# Assigned task
Could you reproduce the entries exactly, omitting every picture?
Records provided START
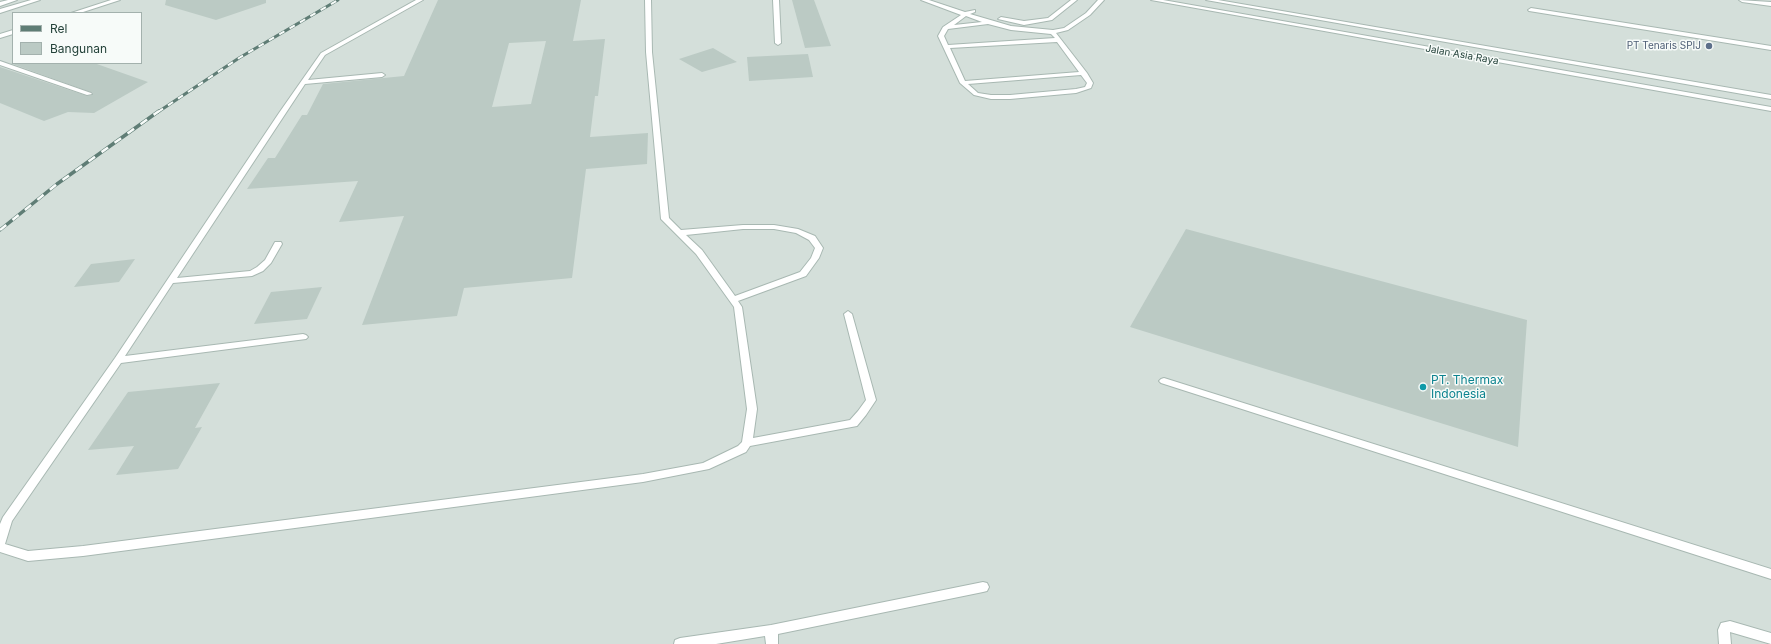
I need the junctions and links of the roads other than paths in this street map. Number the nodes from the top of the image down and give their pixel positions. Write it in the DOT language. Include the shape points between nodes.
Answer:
graph roads {
  1 [pos="14,0"];
  2 [pos="37,0"];
  3 [pos="117,0"];
  4 [pos="420,0"];
  5 [pos="648,0"];
  6 [pos="776,0"];
  7 [pos="924,0"];
  8 [pos="940,0"];
  9 [pos="1101,0"];
  10 [pos="1154,0"];
  11 [pos="1209,0"];
  12 [pos="1742,0"];
  13 [pos="1073,1"];
  14 [pos="0,4"];
  15 [pos="1771,4"];
  16 [pos="1531,10"];
  17 [pos="0,11"];
  18 [pos="973,11"];
  19 [pos="77,12"];
  20 [pos="964,15"];
  21 [pos="997,18"];
  22 [pos="988,22"];
  23 [pos="945,28"];
  24 [pos="12,32"];
  25 [pos="1053,32"];
  26 [pos="0,36"];
  27 [pos="1058,40"];
  28 [pos="778,43"];
  29 [pos="945,47"];
  30 [pos="1771,48"];
  31 [pos="0,63"];
  32 [pos="1084,73"];
  33 [pos="382,74"];
  34 [pos="304,82"];
  35 [pos="963,83"];
  36 [pos="89,94"];
  37 [pos="1771,97"];
  38 [pos="1771,109"];
  39 [pos="680,233"];
  40 [pos="278,244"];
  41 [pos="170,281"];
  42 [pos="733,300"];
  43 [pos="848,314"];
  44 [pos="303,337"];
  45 [pos="118,360"];
  46 [pos="1164,381"];
  47 [pos="747,443"];
  48 [pos="4,520"];
  49 [pos="0,543"];
  50 [pos="0,547"];
  51 [pos="1771,574"];
  52 [pos="983,587"];
  53 [pos="771,630"];
  54 [pos="1771,639"];
  55 [pos="680,644"];
  56 [pos="772,644"];
  57 [pos="1725,644"];
  1 -- 14 [label="lane"];
  2 -- 17 [label="lane"];
  3 -- 19 [label="lane"];
  4 -- 34 [label="lane" via="323,54"];
  5 -- 39 [label="lane" via="649,52 665,219"];
  6 -- 28 [label="lane"];
  7 -- 20 [label="lane"];
  8 -- 18 [label="lane"];
  9 -- 25 [label="lane" via="1088,14 1066,29"];
  10 -- 38 [label="lane, Jalan Asia Raya"];
  11 -- 37 [label="lane, Jalan Asia Raya"];
  12 -- 15 [label="lane"];
  13 -- 21 [label="lane" via="1050,19 1024,23"];
  16 -- 30 [label="lane"];
  18 -- 20 [label="lane"];
  18 -- 21 [label="lane"];
  20 -- 22 [label="lane"];
  20 -- 23 [label="lane"];
  21 -- 22 [label="lane"];
  22 -- 23 [label="lane"];
  22 -- 25 [label="lane" via="1011,28"];
  23 -- 29 [label="lane" via="941,36"];
  24 -- 26 [label="lane"];
  25 -- 27 [label="lane"];
  27 -- 29 [label="lane"];
  27 -- 32 [label="lane"];
  29 -- 35 [label="lane"];
  31 -- 36 [label="lane"];
  32 -- 35 [label="lane"];
  32 -- 35 [label="lane" via="1090,83 1088,88 1076,92 991,97 976,94"];
  33 -- 34 [label="lane"];
  34 -- 41 [label="lane"];
  39 -- 42 [label="lane" via="700,252"];
  39 -- 42 [label="lane" via="774,227 798,231 812,238 818,248 815,258 803,274"];
  40 -- 41 [label="lane" via="268,261 252,273"];
  41 -- 45 [label="lane"];
  42 -- 47 [label="lane" via="738,307 752,409"];
  43 -- 47 [label="lane" via="871,400 862,413 853,423"];
  44 -- 45 [label="lane"];
  45 -- 48 [label="lane"];
  46 -- 51 [label="lane"];
  47 -- 50 [label="lane" via="742,449 705,466 635,479 83,551 28,556"];
  48 -- 49 [label="lane"];
  52 -- 53 [label="lane"];
  53 -- 55 [label="lane"];
  53 -- 56 [label="lane"];
  54 -- 57 [label="lane" via="1730,626 1724,630"];
}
Records provided END
# Solution to this task
I need the junctions and links of the roads other than paths in this street map. Number the nodes from the top of the image down and give their pixel positions. Write it in the DOT language. Include the shape points between nodes.
Answer:
graph roads {
  1 [pos="14,0"];
  2 [pos="37,0"];
  3 [pos="117,0"];
  4 [pos="420,0"];
  5 [pos="648,0"];
  6 [pos="776,0"];
  7 [pos="924,0"];
  8 [pos="940,0"];
  9 [pos="1101,0"];
  10 [pos="1154,0"];
  11 [pos="1209,0"];
  12 [pos="1742,0"];
  13 [pos="1073,1"];
  14 [pos="0,4"];
  15 [pos="1771,4"];
  16 [pos="1531,10"];
  17 [pos="0,11"];
  18 [pos="973,11"];
  19 [pos="77,12"];
  20 [pos="964,15"];
  21 [pos="997,18"];
  22 [pos="988,22"];
  23 [pos="945,28"];
  24 [pos="12,32"];
  25 [pos="1053,32"];
  26 [pos="0,36"];
  27 [pos="1058,40"];
  28 [pos="778,43"];
  29 [pos="945,47"];
  30 [pos="1771,48"];
  31 [pos="0,63"];
  32 [pos="1084,73"];
  33 [pos="382,74"];
  34 [pos="304,82"];
  35 [pos="963,83"];
  36 [pos="89,94"];
  37 [pos="1771,97"];
  38 [pos="1771,109"];
  39 [pos="680,233"];
  40 [pos="278,244"];
  41 [pos="170,281"];
  42 [pos="733,300"];
  43 [pos="848,314"];
  44 [pos="303,337"];
  45 [pos="118,360"];
  46 [pos="1164,381"];
  47 [pos="747,443"];
  48 [pos="4,520"];
  49 [pos="0,543"];
  50 [pos="0,547"];
  51 [pos="1771,574"];
  52 [pos="983,587"];
  53 [pos="771,630"];
  54 [pos="1771,639"];
  55 [pos="680,644"];
  56 [pos="772,644"];
  57 [pos="1725,644"];
  1 -- 14 [label="lane"];
  2 -- 17 [label="lane"];
  3 -- 19 [label="lane"];
  4 -- 34 [label="lane" via="323,54"];
  5 -- 39 [label="lane" via="649,52 665,219"];
  6 -- 28 [label="lane"];
  7 -- 20 [label="lane"];
  8 -- 18 [label="lane"];
  9 -- 25 [label="lane" via="1088,14 1066,29"];
  10 -- 38 [label="lane, Jalan Asia Raya"];
  11 -- 37 [label="lane, Jalan Asia Raya"];
  12 -- 15 [label="lane"];
  13 -- 21 [label="lane" via="1050,19 1024,23"];
  16 -- 30 [label="lane"];
  18 -- 20 [label="lane"];
  18 -- 21 [label="lane"];
  20 -- 22 [label="lane"];
  20 -- 23 [label="lane"];
  21 -- 22 [label="lane"];
  22 -- 23 [label="lane"];
  22 -- 25 [label="lane" via="1011,28"];
  23 -- 29 [label="lane" via="941,36"];
  24 -- 26 [label="lane"];
  25 -- 27 [label="lane"];
  27 -- 29 [label="lane"];
  27 -- 32 [label="lane"];
  29 -- 35 [label="lane"];
  31 -- 36 [label="lane"];
  32 -- 35 [label="lane"];
  32 -- 35 [label="lane" via="1090,83 1088,88 1076,92 991,97 976,94"];
  33 -- 34 [label="lane"];
  34 -- 41 [label="lane"];
  39 -- 42 [label="lane" via="700,252"];
  39 -- 42 [label="lane" via="774,227 798,231 812,238 818,248 815,258 803,274"];
  40 -- 41 [label="lane" via="268,261 252,273"];
  41 -- 45 [label="lane"];
  42 -- 47 [label="lane" via="738,307 752,409"];
  43 -- 47 [label="lane" via="871,400 862,413 853,423"];
  44 -- 45 [label="lane"];
  45 -- 48 [label="lane"];
  46 -- 51 [label="lane"];
  47 -- 50 [label="lane" via="742,449 705,466 635,479 83,551 28,556"];
  48 -- 49 [label="lane"];
  52 -- 53 [label="lane"];
  53 -- 55 [label="lane"];
  53 -- 56 [label="lane"];
  54 -- 57 [label="lane" via="1730,626 1724,630"];
}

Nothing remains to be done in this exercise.